Quando via os gatos e os cães ao longe escondida pelas ervas altas e pelos arbustos a raposa ficava intrigada, no corpo ela até era parecida com alguns cães, mas por outro lado, os seus olhos pareciam de um gato, tinham a pupila vertical e só ficava redonda quando andava no escuro, que era a maior parte do tempo. E mais, os seus olhos à noite brilhavam da mesma maneira que os dos gatos, devia ser porque também eles gostavam de andar no escuro.

A raposa era muito bonita, tinha um focinho pontiagudo que conseguia entrar em qualquer buraco que quisesse farejar, tinha uns bigodes enormes que eram verdadeiras antenas sempre a detetar o que se passava em volta, as orelhas eram triangulares, sempre levantadas e alerta. Os seus olhos cor de âmbar estavam na parte da frente do focinho, como os olhos das pessoas e dos gatos e não um de cada lado do focinho como os cães ou os esquilos. Por ter assim os olhos, conseguia ter uma visão muito alargada e podia ver em profundidade, medido as distâncias. Tinha um pelo muito bonito de um tom castanho avermelhado, com pelos brancos debaixo do pescoço, no peito e num tufo na ponta da sua grande, espessa e felpuda cauda. Nas pernas magras os pelos eram castanho escuros, tal como a maior parte dos pelos da cauda.

À medida que os filhos iam crescendo era preciso levar-lhes cada vez mais comida e embora houvesse muitas larvas, bagas silvestres e pequenos ovos de aves, a raposa não estava a conseguir encontrar comida nas proximidades da toca em quantidade suficiente. A mãe raposa e o pai começaram a afastar-se cada vez mais da árvore grande onde estava a toca e começavam mesmo a sair da zona da mata. A mãe raposa começava a sair cada vez mais cedo, mesmo quando ainda havia luz ao final do dia, e só voltava quando já começava a despontar o dia. Quando se afastava mais da mata começava a ver as casas e os seus jardins, aproximava-se sempre devagar, em passos silenciosos, escutando com muita atenção. A raposa até conseguia ouvir as toupeiras e os ratos a escavarem e a caminharem nos seus pequenos túneis subterrâneos. Mesmo à distância conseguia sentir o cheiro muito apetecível que vinha do lado das casas. Estava muito tentada a aproximar-se mais, e ia observando e caminhando até estar mesmo na relva do jardim de uma casa de tijolos vermelhos. Escondida ao máximo nos arbustos olhava em todas a direcções, cheirava e escutava sempre alerta. Viu uns pedaços de carne numa taça e correu à pressa para os agarrar e fugiu para a sebe onde comeu. O que a raposa não viu foi um senhor já velhinho que a observava com toda a atenção a partir da janela. O senhor estava fascinado com a beleza da raposa, com a sua graciosidade nos movimentos e a sua atenção a tudo o que se passava à sua volta.

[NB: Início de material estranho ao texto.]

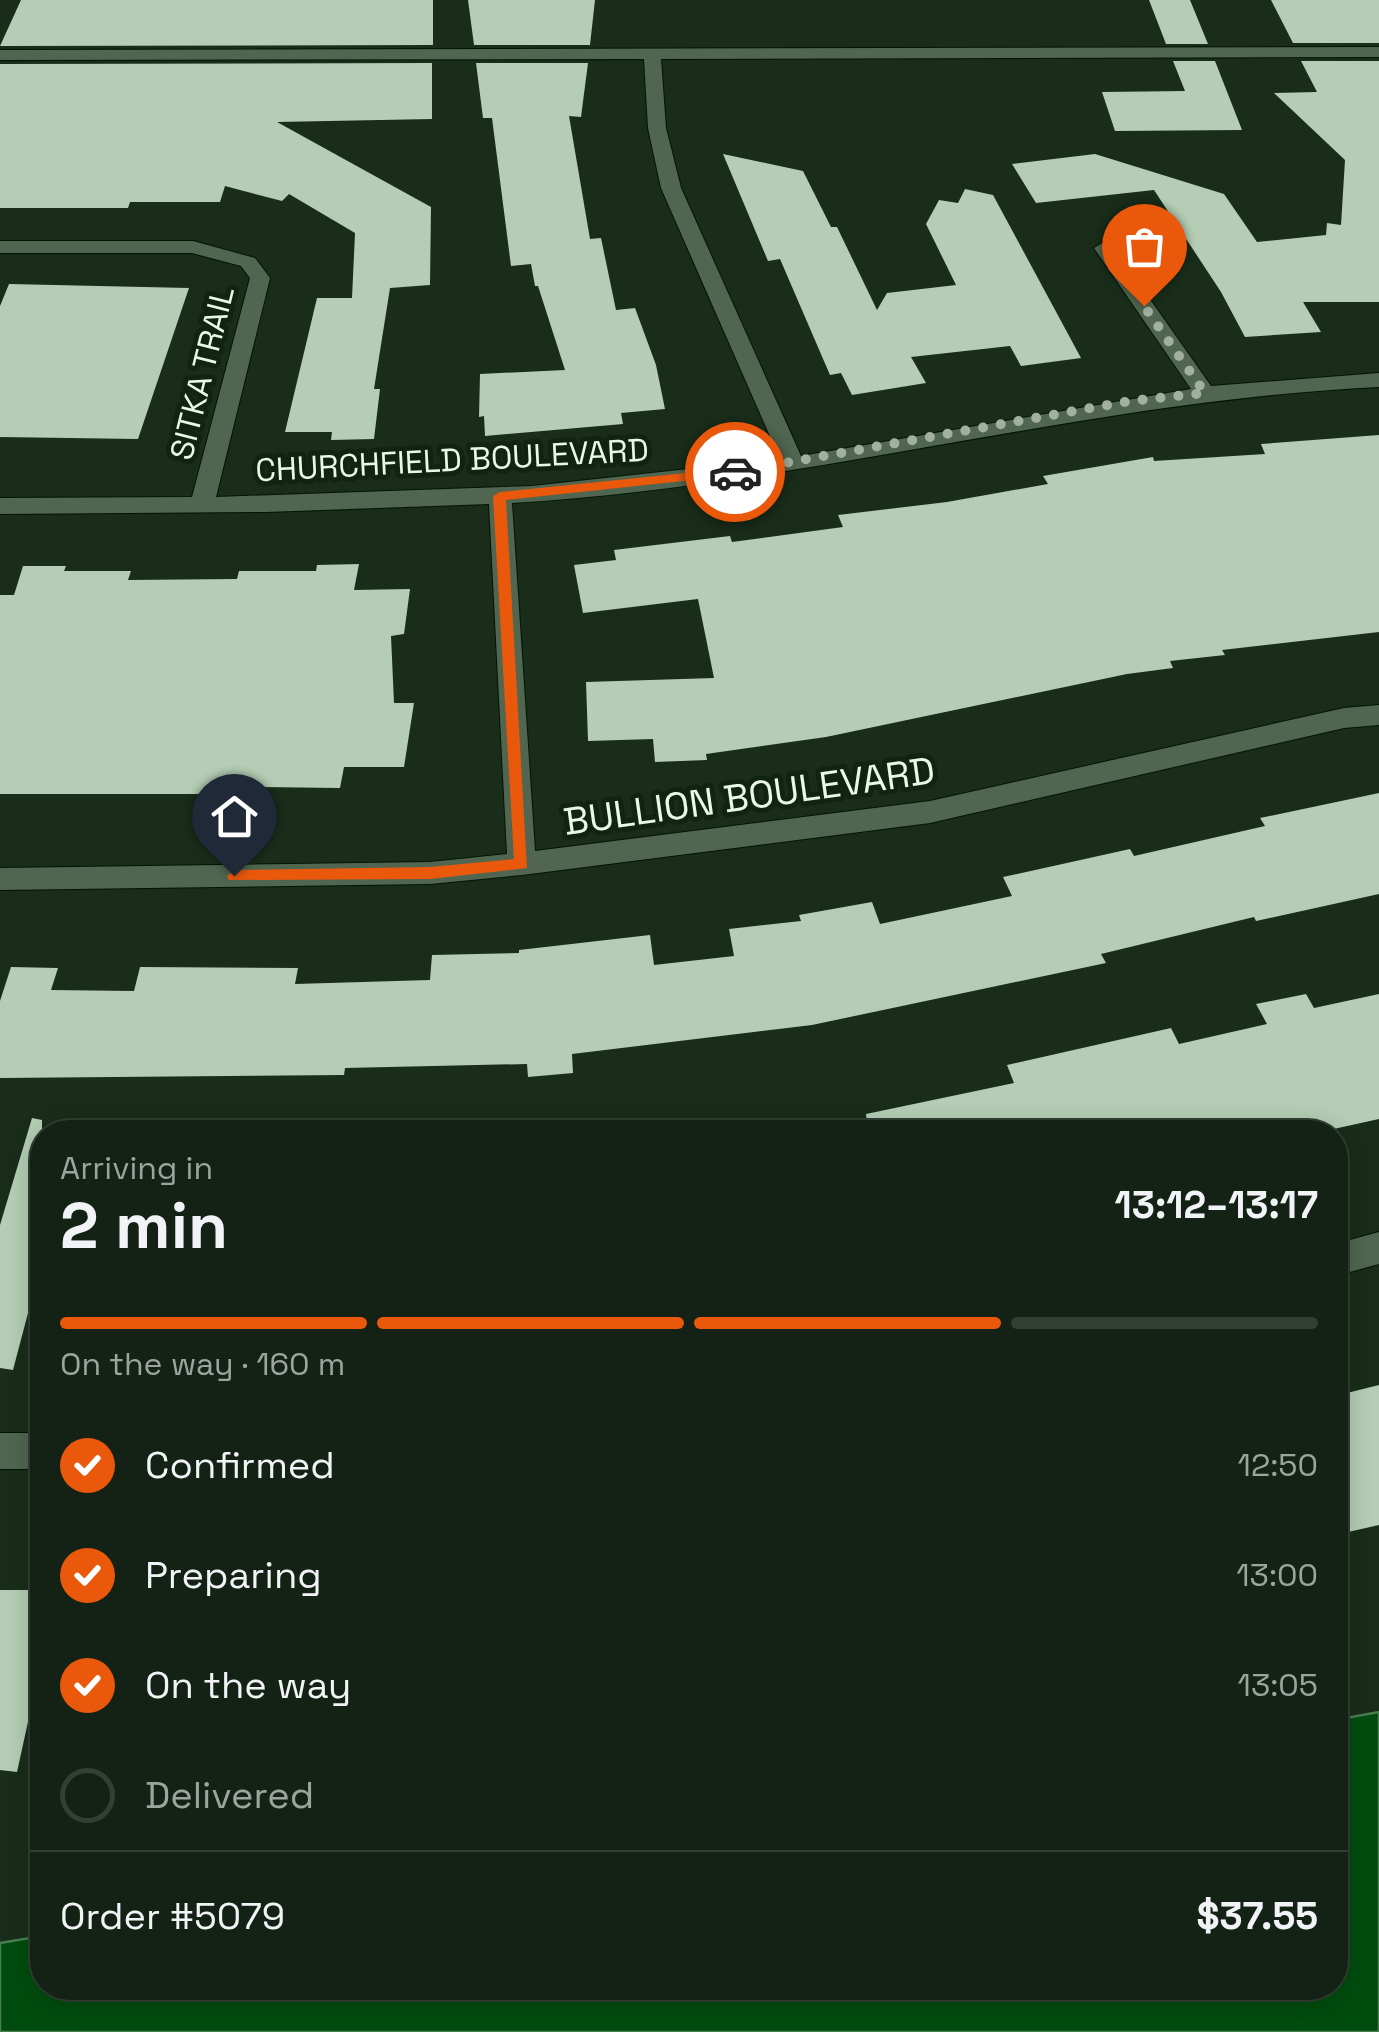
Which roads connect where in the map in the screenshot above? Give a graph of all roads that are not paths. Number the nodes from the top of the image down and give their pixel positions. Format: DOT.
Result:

A raposa voltou a aproximar-se devagarinho, sempre a cheirar e levou mais um pedaço de comida. O senhor abriu a porta da casa para o jardim devagar, com muito cuidado e saiu. A raposa afastou-se imediatamente para o fundo do jardim e como o senhor se mexeu um bocadinho ela desatou a correr para a mata muito assustada. Quando estava a chegar à toca viu um vulto estranho a mexer-se e desatou a ladrar e a gritar para avisar os seus raposinhos que de imediato começaram a chorar sem parar. Só quando entrou na toca e deu a comida que tinha trazido a família voltou a acalmar e pode descansar.

Nos dias seguintes a raposa continuou a ir até ao jardim da casa no final da tarde e lá encontrava sempre comida. Começou a habituar-se à presença do senhor velhinho e como ele nunca tinha sido ameaçador, ela começava a sentir-se mais segura naquele sítio. Bem, não se sentia segura, apenas sentia menos medo do que antes e só se aproximava mais para recolher a comida.

O senhor começou a fazer um som quando a raposa chegava, parecia que a estava a chamar e a raposa estranhamente começou a gostar daquele som.

Houve uns dias em que encontrou comida na mata e não precisou de se afastar tanto nem de ir até às casas. O senhor continuou a ir ao jardim esperar pela raposa mas ela não aparecia e ele sentia a sua falta. Aquele encontro estava a tornar os seus dias mais felizes. Ele imaginava como seria a vida da raposa quando não estava ali. Pensava como ela era graciosa e tinha a coragem de se aproximar da casa e dele e nunca ela tinha sido ameaçadora ou perigosa, parecia sim que estava com medo e fome e que a comida era mesmo o que ela ali procurava. O senhor pensava que quando era criança e lhe contavam contos e fábulas as raposas eram sempre matreiras, traiçoeiras e em geral personagens de quem nos devíamos afastar. Esta raposa verdadeira parecia-lhe muito inteligente, curiosa, rápida a afastar-se de perigos, esforçada a procurar comida, o senhor achava que ela precisava de muita comida, mas ainda assim ela era muito magra. Claro que o senhor não podia saber que a raposa estava a levar comida para os seus raposinhos e que quando conseguia que sobrasse comida ela a guardava enterrada na despensa da toca.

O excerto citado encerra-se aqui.